Stored data
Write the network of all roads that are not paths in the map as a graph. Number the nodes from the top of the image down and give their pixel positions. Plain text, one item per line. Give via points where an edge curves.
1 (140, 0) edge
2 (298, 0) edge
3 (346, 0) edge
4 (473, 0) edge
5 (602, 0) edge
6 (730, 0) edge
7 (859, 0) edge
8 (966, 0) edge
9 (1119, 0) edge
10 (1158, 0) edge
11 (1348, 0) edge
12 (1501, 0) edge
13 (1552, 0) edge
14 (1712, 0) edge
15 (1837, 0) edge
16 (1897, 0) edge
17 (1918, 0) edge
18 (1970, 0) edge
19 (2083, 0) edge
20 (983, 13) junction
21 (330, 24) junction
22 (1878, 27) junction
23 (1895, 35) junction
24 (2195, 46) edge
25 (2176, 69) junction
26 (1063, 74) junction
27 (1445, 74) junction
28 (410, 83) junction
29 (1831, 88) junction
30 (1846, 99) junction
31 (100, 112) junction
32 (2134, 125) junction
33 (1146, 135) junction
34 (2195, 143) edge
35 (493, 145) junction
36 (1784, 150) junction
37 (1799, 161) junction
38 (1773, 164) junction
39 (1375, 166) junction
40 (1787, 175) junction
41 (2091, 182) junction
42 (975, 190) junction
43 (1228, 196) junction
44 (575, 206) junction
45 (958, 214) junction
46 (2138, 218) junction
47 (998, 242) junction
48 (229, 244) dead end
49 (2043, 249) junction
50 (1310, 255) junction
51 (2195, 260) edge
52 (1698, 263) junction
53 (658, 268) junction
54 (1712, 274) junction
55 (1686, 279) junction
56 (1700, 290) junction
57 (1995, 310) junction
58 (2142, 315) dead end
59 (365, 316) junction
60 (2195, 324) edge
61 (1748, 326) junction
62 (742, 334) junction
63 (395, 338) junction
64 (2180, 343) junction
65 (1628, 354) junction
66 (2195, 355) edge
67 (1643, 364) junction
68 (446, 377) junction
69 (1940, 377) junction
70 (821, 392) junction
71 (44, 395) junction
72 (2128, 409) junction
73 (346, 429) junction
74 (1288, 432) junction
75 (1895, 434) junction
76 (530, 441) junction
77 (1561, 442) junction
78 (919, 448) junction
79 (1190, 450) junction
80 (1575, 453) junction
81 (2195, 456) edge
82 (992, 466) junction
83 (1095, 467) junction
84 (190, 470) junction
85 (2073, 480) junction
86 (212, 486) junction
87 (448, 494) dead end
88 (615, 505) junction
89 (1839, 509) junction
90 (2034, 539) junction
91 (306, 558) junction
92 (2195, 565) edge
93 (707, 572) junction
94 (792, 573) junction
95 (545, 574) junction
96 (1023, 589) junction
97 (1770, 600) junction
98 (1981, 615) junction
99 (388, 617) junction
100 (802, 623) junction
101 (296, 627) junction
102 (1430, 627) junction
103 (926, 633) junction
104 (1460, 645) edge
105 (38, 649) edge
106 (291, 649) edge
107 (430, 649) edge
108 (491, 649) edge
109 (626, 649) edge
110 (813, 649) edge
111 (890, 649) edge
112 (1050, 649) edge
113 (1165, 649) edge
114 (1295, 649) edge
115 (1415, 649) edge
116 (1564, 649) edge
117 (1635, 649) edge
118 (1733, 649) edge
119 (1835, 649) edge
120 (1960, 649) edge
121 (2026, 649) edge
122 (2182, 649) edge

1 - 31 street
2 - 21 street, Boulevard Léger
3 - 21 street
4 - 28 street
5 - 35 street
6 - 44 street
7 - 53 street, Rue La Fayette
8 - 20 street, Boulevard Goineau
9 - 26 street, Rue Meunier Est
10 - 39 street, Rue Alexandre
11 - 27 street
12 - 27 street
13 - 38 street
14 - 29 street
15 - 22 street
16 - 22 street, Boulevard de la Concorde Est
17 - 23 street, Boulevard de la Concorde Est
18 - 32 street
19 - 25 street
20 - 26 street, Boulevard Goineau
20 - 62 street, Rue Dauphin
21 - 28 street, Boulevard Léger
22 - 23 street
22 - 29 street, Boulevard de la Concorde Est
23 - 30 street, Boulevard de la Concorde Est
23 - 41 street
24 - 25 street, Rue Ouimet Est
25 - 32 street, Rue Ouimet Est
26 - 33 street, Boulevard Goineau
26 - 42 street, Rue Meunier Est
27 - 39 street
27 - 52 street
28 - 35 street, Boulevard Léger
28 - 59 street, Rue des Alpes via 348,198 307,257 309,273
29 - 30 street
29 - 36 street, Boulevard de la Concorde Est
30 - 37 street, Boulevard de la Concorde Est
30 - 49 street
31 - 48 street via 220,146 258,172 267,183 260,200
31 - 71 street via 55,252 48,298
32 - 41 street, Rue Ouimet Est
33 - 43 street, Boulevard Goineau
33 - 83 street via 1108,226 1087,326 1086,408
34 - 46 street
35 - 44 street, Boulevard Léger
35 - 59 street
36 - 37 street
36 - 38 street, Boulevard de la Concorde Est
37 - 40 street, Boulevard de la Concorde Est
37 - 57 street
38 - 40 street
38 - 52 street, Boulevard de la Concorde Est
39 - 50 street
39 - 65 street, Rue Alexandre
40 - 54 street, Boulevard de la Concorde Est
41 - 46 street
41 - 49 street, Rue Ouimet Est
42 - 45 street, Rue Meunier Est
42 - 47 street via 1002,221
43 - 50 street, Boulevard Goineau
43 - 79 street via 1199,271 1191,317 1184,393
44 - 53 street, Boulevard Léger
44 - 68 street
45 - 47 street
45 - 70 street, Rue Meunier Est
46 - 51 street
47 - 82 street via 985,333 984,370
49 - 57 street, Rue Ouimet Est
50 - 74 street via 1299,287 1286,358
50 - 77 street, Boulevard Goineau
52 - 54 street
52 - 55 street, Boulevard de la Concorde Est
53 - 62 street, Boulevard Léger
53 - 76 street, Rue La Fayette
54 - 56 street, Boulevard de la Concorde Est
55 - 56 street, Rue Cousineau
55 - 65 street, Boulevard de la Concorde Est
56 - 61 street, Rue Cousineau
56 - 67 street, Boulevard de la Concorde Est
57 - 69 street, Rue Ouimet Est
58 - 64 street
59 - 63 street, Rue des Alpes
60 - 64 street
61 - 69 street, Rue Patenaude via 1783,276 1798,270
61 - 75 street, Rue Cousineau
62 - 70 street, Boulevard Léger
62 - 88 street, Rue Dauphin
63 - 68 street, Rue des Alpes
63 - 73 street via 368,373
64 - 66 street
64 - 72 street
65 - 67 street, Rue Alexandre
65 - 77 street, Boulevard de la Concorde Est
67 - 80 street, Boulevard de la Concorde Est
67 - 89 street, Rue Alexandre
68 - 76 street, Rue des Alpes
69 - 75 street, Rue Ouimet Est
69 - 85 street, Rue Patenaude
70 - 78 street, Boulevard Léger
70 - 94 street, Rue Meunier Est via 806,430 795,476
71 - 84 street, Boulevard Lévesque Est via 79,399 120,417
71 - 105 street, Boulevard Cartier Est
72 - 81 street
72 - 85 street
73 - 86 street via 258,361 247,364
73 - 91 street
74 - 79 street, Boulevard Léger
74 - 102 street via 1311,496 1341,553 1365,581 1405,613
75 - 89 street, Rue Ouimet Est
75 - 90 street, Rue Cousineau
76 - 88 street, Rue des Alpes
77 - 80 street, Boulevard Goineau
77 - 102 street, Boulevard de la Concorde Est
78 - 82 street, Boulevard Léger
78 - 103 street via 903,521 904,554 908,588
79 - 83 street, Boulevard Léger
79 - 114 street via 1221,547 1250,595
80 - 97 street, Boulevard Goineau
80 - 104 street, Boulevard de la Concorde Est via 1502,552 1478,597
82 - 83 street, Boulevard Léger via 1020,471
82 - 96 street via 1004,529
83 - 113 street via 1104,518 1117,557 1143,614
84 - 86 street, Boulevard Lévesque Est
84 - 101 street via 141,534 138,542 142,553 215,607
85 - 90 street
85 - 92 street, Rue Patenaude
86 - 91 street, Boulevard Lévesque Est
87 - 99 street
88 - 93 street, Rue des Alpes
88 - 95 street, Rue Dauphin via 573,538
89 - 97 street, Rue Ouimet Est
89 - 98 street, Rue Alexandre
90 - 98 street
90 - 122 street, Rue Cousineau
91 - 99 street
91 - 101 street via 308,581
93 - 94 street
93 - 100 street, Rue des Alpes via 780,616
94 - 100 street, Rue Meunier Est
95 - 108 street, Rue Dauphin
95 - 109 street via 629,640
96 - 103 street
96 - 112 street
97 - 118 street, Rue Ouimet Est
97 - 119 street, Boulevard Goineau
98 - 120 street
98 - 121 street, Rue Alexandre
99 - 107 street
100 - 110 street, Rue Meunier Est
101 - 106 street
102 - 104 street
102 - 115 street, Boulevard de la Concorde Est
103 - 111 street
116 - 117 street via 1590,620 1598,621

▸ **PROBLEM TO WORK ON**:
Copy out every line above where "Fayette" is present.

▸ **ANSWER AREA**:
7 - 53 street, Rue La Fayette
53 - 76 street, Rue La Fayette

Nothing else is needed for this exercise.